** Opening Data extract block **
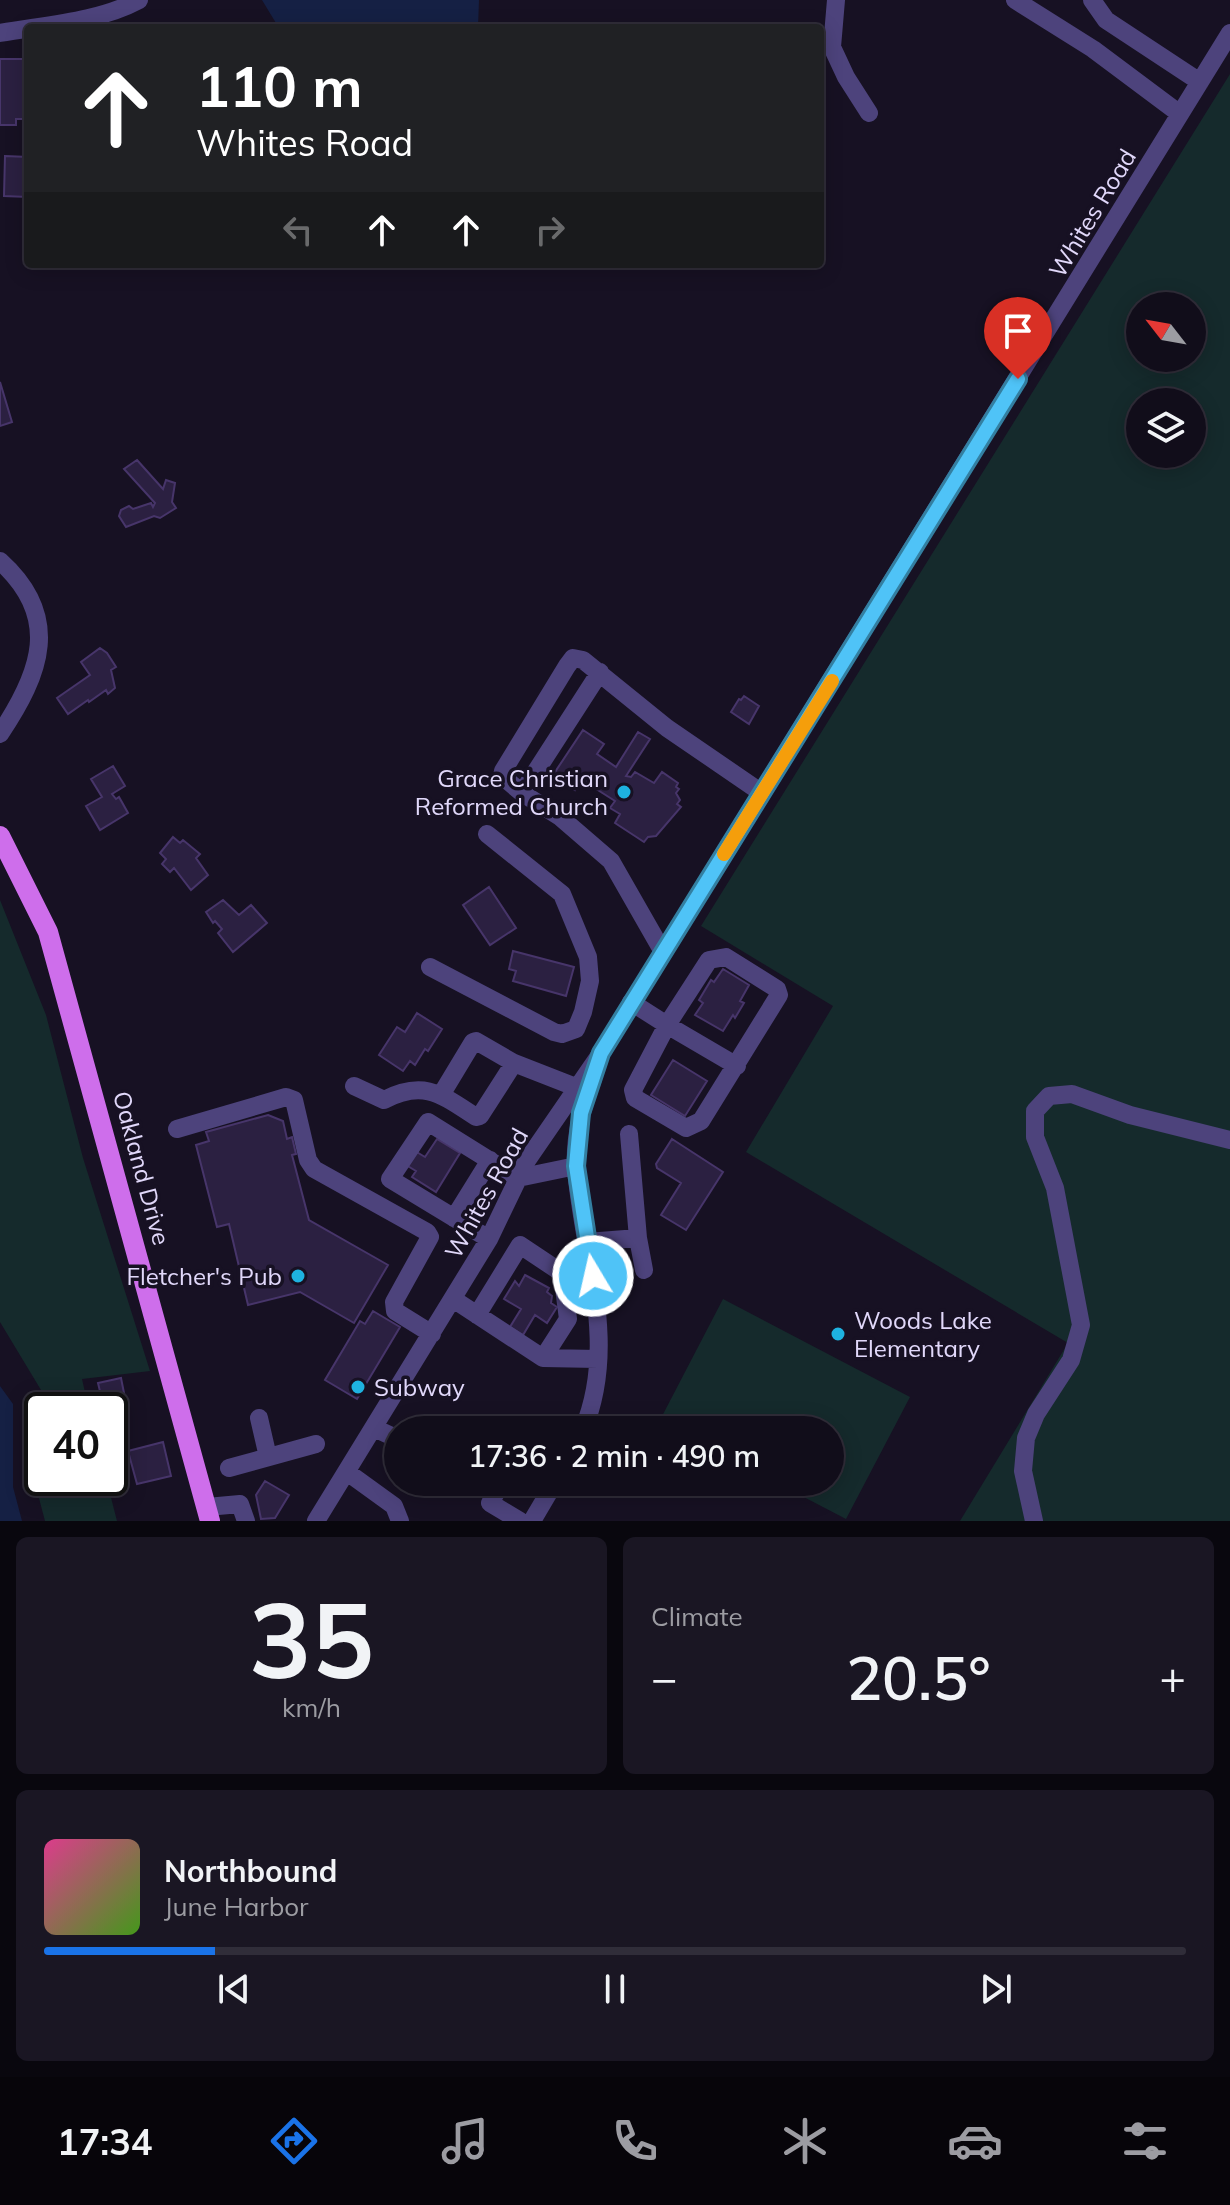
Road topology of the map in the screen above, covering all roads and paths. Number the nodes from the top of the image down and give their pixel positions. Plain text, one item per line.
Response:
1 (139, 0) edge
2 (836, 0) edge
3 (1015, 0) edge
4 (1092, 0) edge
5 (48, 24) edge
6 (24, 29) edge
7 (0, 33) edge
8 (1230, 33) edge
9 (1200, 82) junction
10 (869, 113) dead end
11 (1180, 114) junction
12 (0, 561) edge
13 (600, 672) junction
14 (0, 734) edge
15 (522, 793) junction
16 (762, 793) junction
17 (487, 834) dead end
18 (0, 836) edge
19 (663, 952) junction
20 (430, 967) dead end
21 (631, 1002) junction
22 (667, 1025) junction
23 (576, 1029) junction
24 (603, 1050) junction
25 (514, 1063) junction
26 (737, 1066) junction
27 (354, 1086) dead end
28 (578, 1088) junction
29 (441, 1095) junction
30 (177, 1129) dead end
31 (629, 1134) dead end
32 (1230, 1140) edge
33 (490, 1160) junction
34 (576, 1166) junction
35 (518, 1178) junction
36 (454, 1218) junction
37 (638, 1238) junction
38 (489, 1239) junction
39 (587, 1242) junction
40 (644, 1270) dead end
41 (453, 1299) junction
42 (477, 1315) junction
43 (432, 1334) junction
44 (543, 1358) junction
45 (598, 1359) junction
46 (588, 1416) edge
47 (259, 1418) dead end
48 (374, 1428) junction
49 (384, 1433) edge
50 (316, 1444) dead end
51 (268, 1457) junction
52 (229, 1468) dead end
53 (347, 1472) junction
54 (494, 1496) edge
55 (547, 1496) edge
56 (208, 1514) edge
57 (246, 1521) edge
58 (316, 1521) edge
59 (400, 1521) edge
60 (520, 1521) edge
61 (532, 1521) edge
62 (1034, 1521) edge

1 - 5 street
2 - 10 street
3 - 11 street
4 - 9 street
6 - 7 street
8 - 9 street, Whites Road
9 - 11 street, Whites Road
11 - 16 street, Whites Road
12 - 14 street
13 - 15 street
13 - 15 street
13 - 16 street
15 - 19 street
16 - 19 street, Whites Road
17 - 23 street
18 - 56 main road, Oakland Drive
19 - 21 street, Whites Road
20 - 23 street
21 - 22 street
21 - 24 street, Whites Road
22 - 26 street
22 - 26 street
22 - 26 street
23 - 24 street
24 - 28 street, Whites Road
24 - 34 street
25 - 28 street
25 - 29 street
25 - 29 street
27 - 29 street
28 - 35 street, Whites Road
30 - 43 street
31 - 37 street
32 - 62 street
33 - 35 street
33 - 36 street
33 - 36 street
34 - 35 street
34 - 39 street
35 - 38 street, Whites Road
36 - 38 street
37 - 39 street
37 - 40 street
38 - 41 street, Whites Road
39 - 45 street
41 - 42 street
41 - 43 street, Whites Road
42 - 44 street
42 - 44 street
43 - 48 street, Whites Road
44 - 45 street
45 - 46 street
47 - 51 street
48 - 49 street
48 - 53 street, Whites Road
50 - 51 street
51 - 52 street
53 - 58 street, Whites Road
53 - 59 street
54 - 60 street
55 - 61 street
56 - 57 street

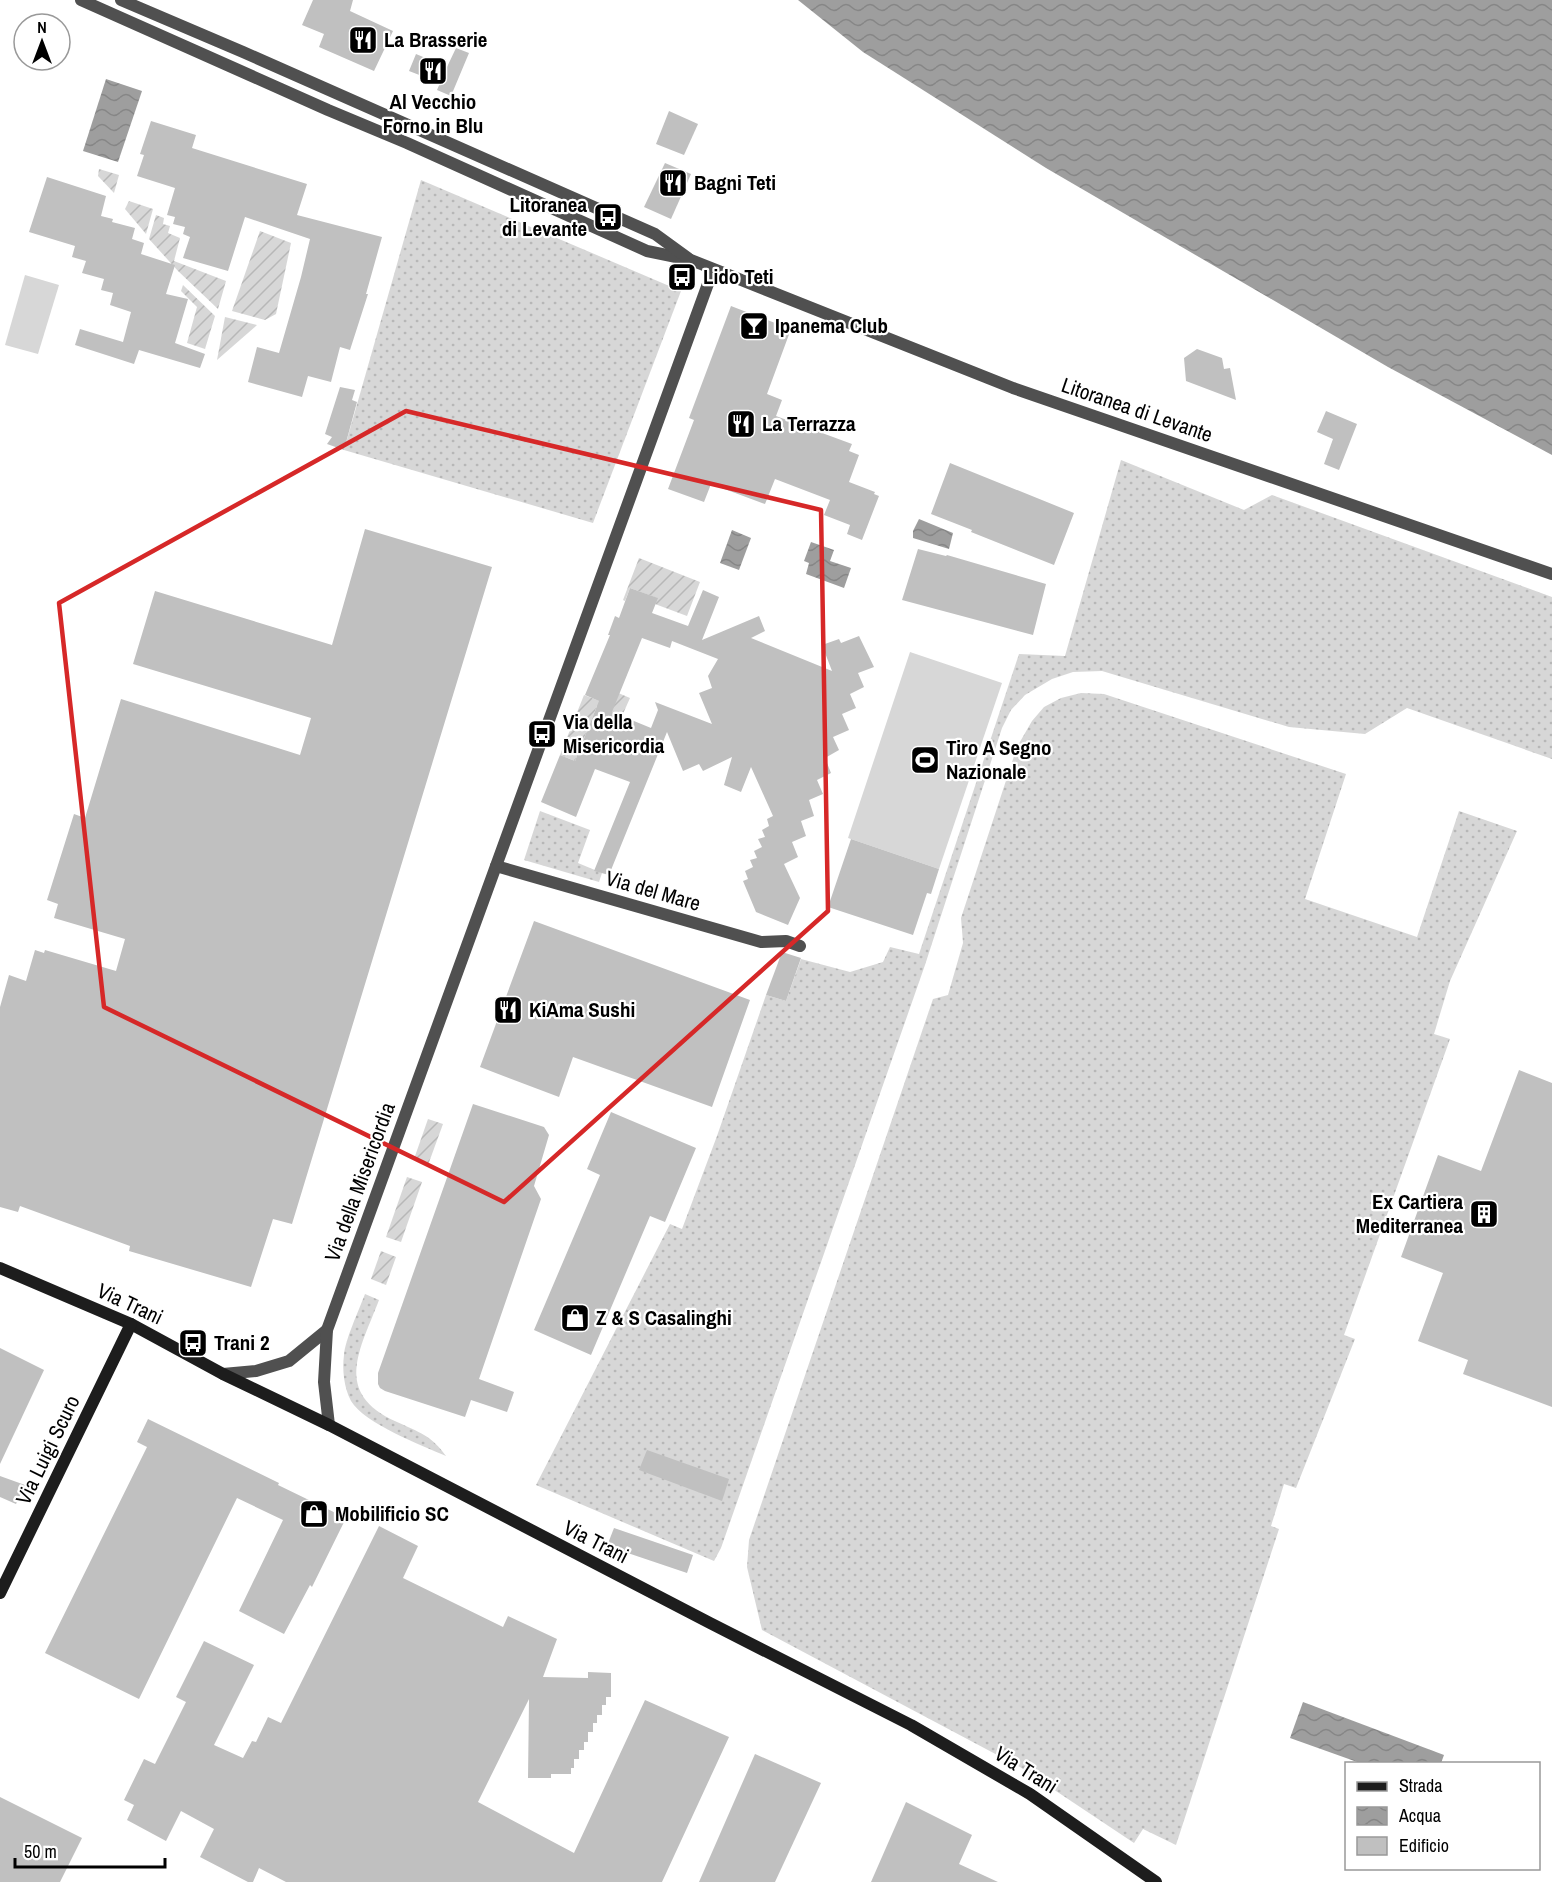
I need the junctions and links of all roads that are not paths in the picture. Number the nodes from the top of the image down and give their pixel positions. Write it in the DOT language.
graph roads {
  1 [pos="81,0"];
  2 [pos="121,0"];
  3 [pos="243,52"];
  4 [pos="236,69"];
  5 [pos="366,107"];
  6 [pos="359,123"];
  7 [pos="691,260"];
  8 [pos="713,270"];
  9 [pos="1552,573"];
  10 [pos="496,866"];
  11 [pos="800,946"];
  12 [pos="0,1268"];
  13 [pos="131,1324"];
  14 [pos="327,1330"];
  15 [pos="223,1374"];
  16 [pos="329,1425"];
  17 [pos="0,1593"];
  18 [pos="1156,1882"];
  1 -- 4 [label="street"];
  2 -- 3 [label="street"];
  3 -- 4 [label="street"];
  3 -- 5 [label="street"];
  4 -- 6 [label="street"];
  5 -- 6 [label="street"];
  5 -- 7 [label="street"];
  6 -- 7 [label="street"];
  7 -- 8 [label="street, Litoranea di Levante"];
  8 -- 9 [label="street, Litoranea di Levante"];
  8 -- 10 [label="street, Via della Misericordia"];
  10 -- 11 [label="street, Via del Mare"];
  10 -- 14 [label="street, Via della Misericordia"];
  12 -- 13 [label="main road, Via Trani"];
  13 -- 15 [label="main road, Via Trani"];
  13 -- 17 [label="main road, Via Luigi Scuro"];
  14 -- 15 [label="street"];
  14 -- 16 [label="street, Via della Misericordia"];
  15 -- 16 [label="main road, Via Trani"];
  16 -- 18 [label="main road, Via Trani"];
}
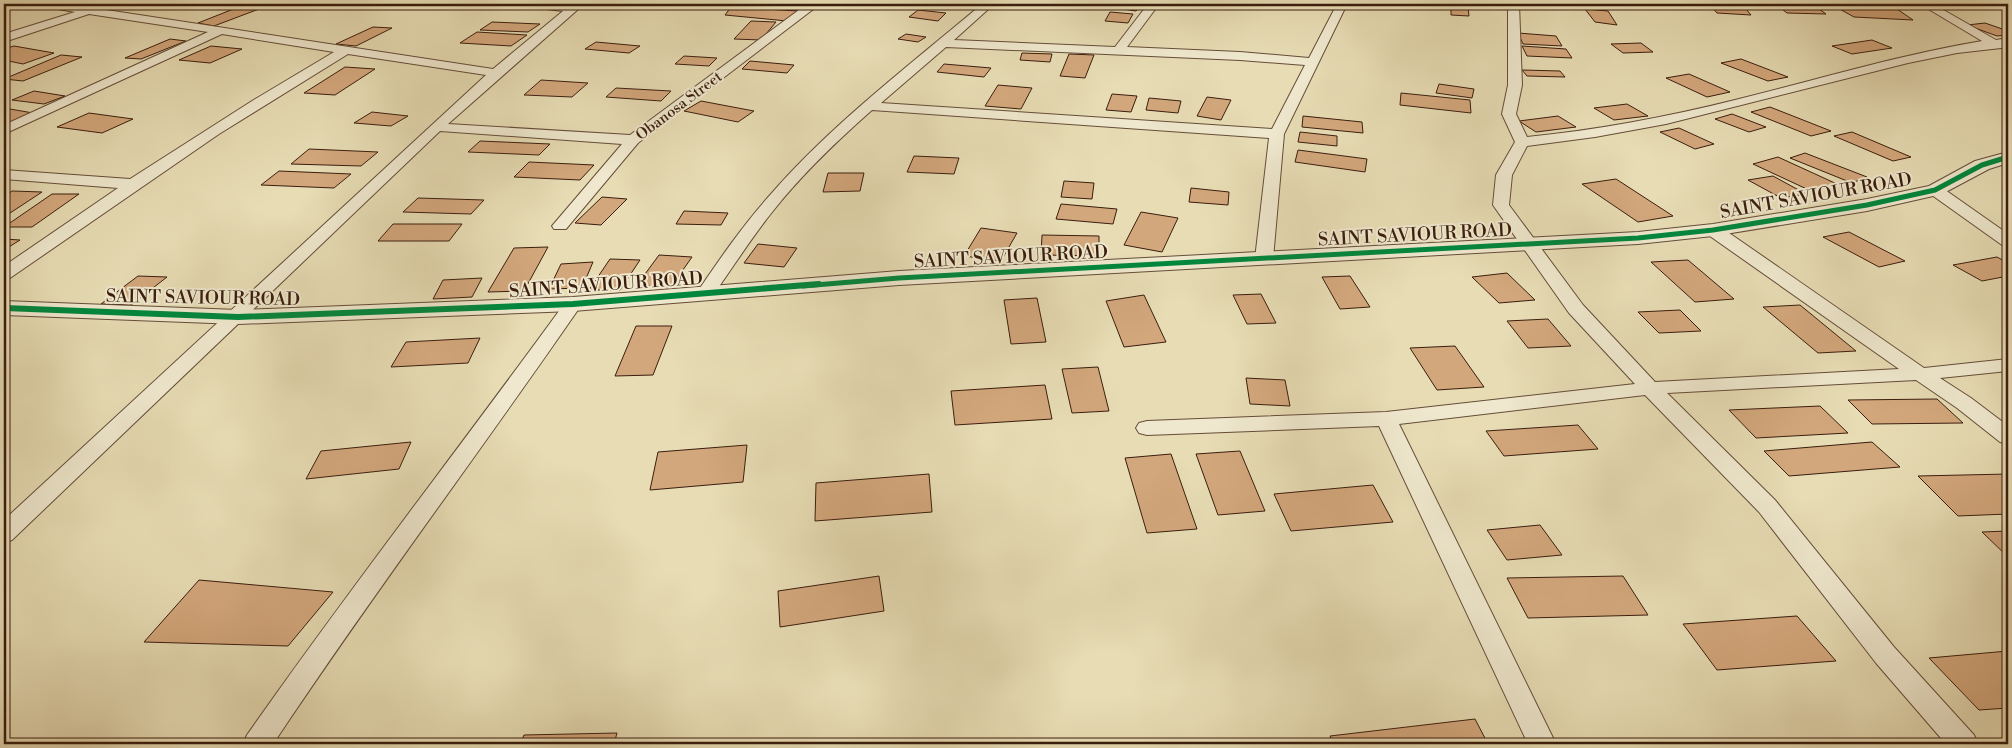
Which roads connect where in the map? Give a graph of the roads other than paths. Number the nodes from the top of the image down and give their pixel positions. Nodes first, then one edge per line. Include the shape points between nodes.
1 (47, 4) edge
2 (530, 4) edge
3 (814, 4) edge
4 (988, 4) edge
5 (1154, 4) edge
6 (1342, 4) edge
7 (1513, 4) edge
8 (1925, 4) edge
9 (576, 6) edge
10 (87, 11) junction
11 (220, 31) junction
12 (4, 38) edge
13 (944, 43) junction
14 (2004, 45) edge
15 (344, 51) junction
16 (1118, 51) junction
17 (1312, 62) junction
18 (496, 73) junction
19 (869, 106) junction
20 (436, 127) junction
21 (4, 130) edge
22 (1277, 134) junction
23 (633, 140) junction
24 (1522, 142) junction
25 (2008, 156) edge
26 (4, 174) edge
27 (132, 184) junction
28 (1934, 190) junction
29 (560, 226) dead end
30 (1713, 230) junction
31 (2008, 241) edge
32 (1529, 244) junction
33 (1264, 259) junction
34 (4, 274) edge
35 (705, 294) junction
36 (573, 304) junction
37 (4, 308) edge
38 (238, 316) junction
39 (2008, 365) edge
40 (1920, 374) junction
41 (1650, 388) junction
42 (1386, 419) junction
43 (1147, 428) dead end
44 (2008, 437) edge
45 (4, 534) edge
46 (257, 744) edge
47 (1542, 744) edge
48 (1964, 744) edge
** Closing Data extract block **
Problem details ▸ Count the lines in the listing above that include the word "Levante", and respond with that number alone.

Your response ▸ 2